New income tax law from January 2016

Business News of Wednesday, 9 December 2015


Seth Terkper Minister FinanceMr Seth Terkper, Minister of Finance

The Ghana Revenue Authority (GRA) will implement a new income tax law to replace the repealed Internal Revenue Act, (Act 592) with effect from January 2016.

The new tax, Act 896, 2015, which was made known yesterday, is to remove the narrow and distorted tax base of the old Act.

While the new law contains some provisions in the old act, other sections have been modified and new provisions introduced to make its compliance easy for taxpayers.

In the new act, specific provisions that guide the different methods and time for payment, including tax payable by withholding, tax payable by instalment and tax payable by assessment have been spelt out to improve and facilitate tax compliance.

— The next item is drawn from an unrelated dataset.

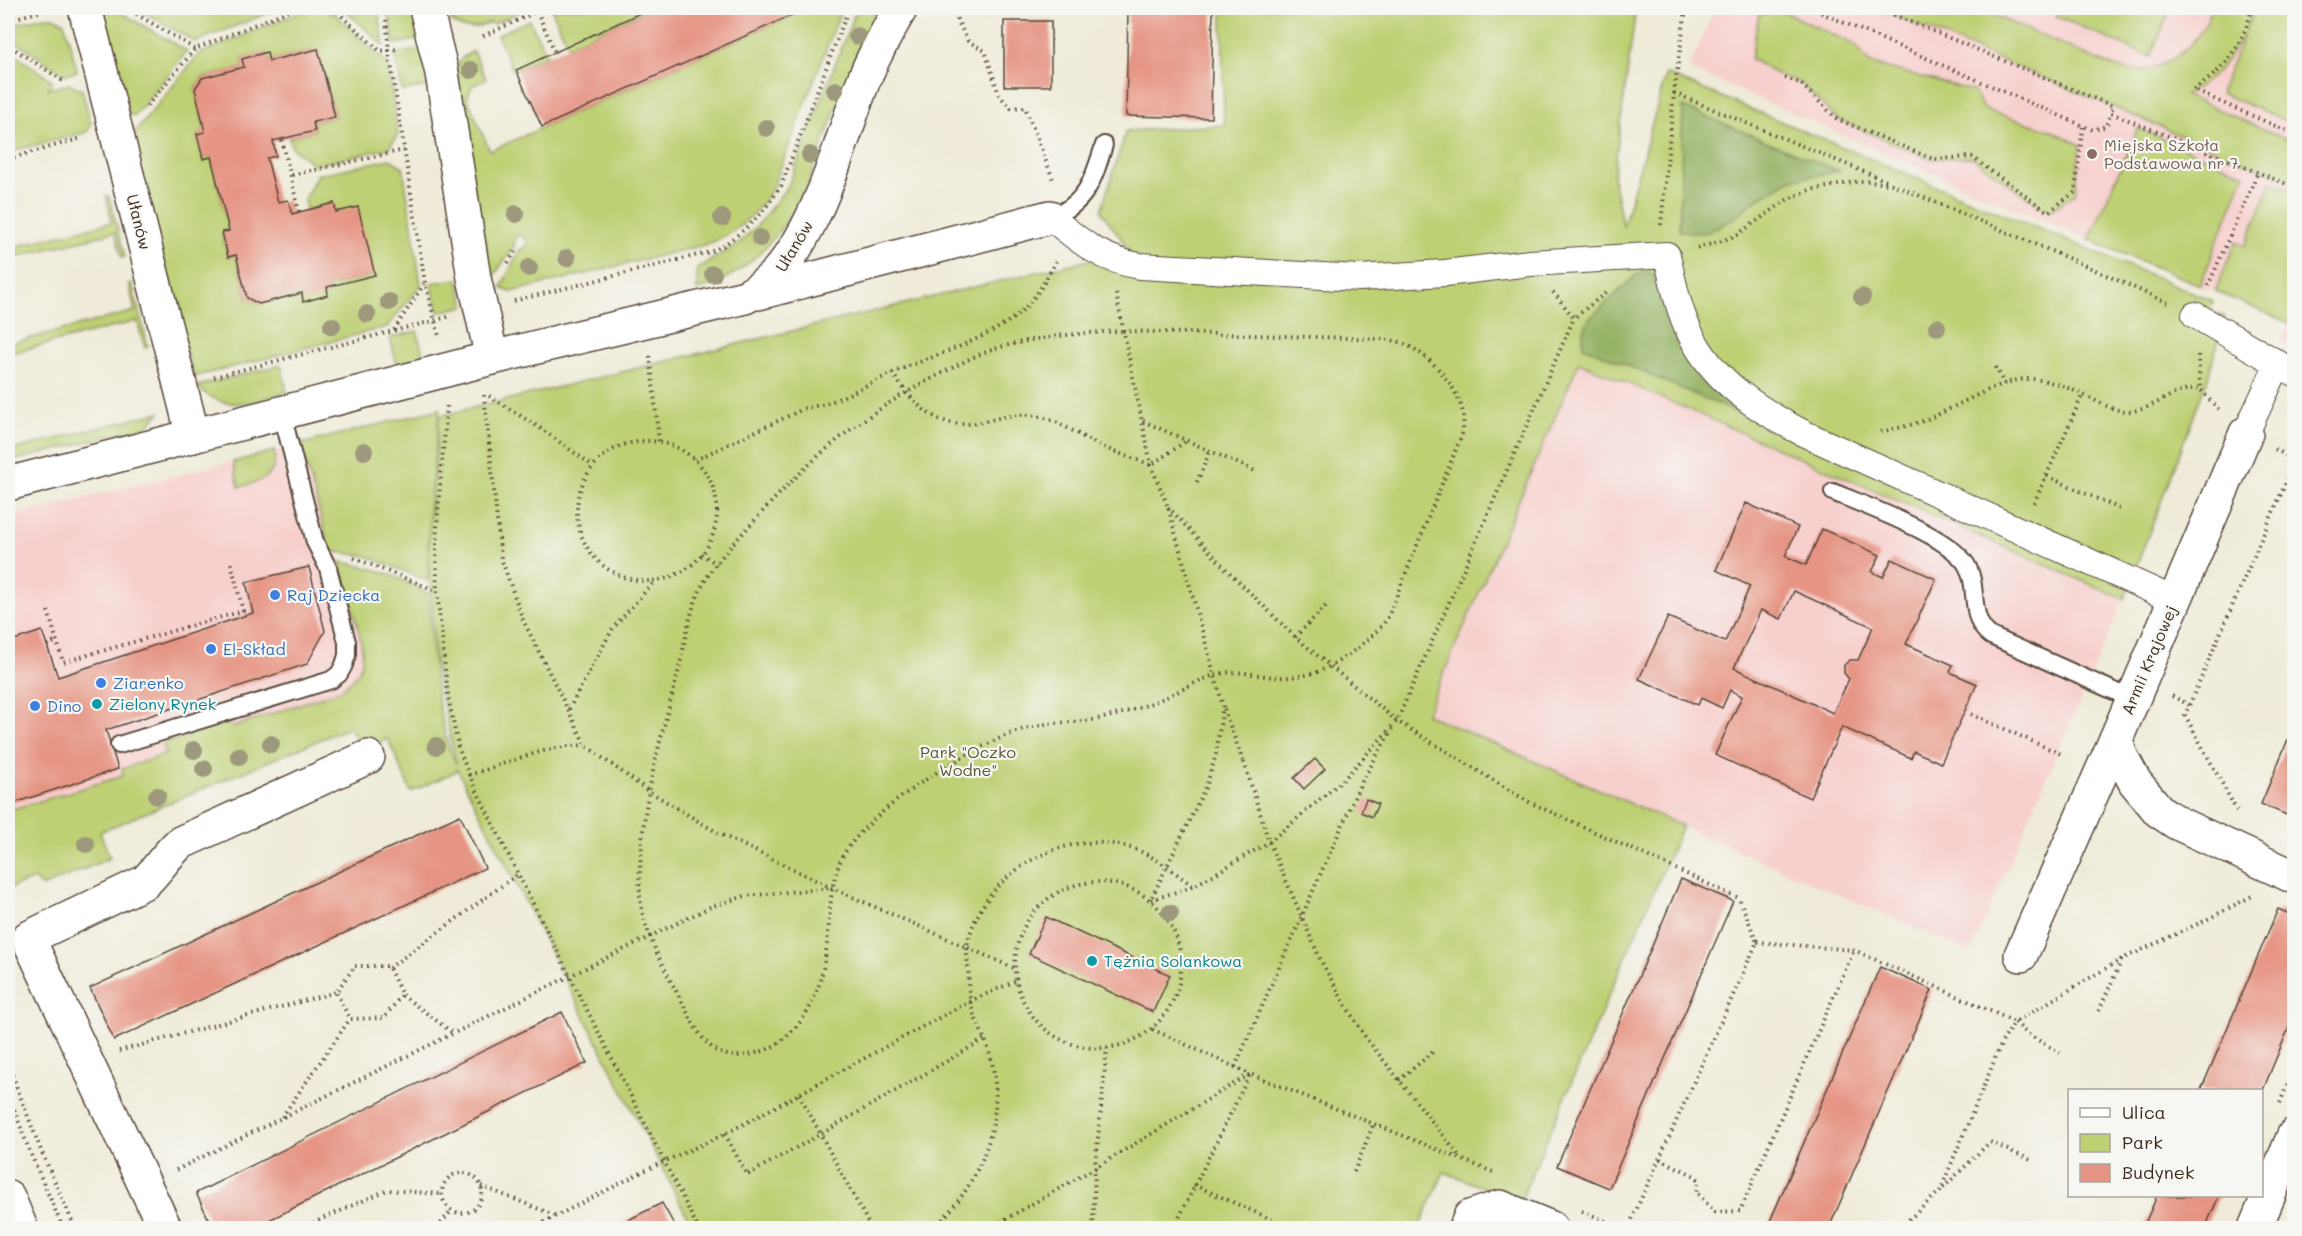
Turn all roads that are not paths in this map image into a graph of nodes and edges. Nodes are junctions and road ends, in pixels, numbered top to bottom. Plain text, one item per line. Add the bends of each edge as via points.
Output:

Highlighting sections of the new law, the acting Deputy Commissioner of the Policy and Programme Unit of the Domestic Tax and Revenue Division of the GRA, Mr Edward Gyamerah, said provisions had been made for income tax exemptions.

“As part of the policy to broaden the tax base; interest paid to an individual is excluded from income that are exempted from tax. This is taxed at a concessionary rate of one per cent as a final tax,” he said.

Additionally, he said the interest or dividend paid to a member or holder of an approved unit trust or mutual fund is taxed at one per cent where the holder is an individual.

Pension, he indicated was now included as an exempt income.

He said the act also had provisions for special Industries such as petroleum operations, minerals and mining operations and financial Institutions.

Lottery, he added, had also been considered as an investment under the new law, saying “winnings from lottery attract tax at a rate of five per cent final withholding tax.”

A gain from the realisation of an investment asset, he said, also attracts taxation just as gifts received in respect of the investment.

In a speech read on his behalf to launch the new income tax, the Minister of Finance, Mr Seth Terkper, described the old act as complex and user-unfriendly. Therefore there was the need to replace it with a new act which takes international best practices into consideration.

“The new act has reorganised the residual provisions in Act 592, simplified it and made it user-friendly, while retaining provisions that are peculiar to income tax administration.

Mr Terkper said the advancement of the business environment called for a tax administration that was abreast of the changing trends in society.

In a welcome address, the GRA Commissioner General, Mr George Blankson, noted that vigorous sensitisation programmes would be embarked upon by the authority to ensure that the public appreciated and understood the act.

He explained that the integration of the revenue agencies in 2010 necessitated the harmonisation of common administrative provisions.

“The Income Tax Act is therefore part of the process of the reorganisation of the tax laws known as the tax law projects,” he said.

A Board Member of the GRA, Mr Ralph Tufour, who chaired the function, urged potential and regular income earners to cultivate the habit of honouring their tax obligations.

He stated that government could only build the needed infrastructural and social facilities when sufficient revenue was mobilised.

“It is time to stop the practice of putting tax affairs in the back burner until we are compelled by circumstances to do so. We as a people must accord taxation the required priority,” he said.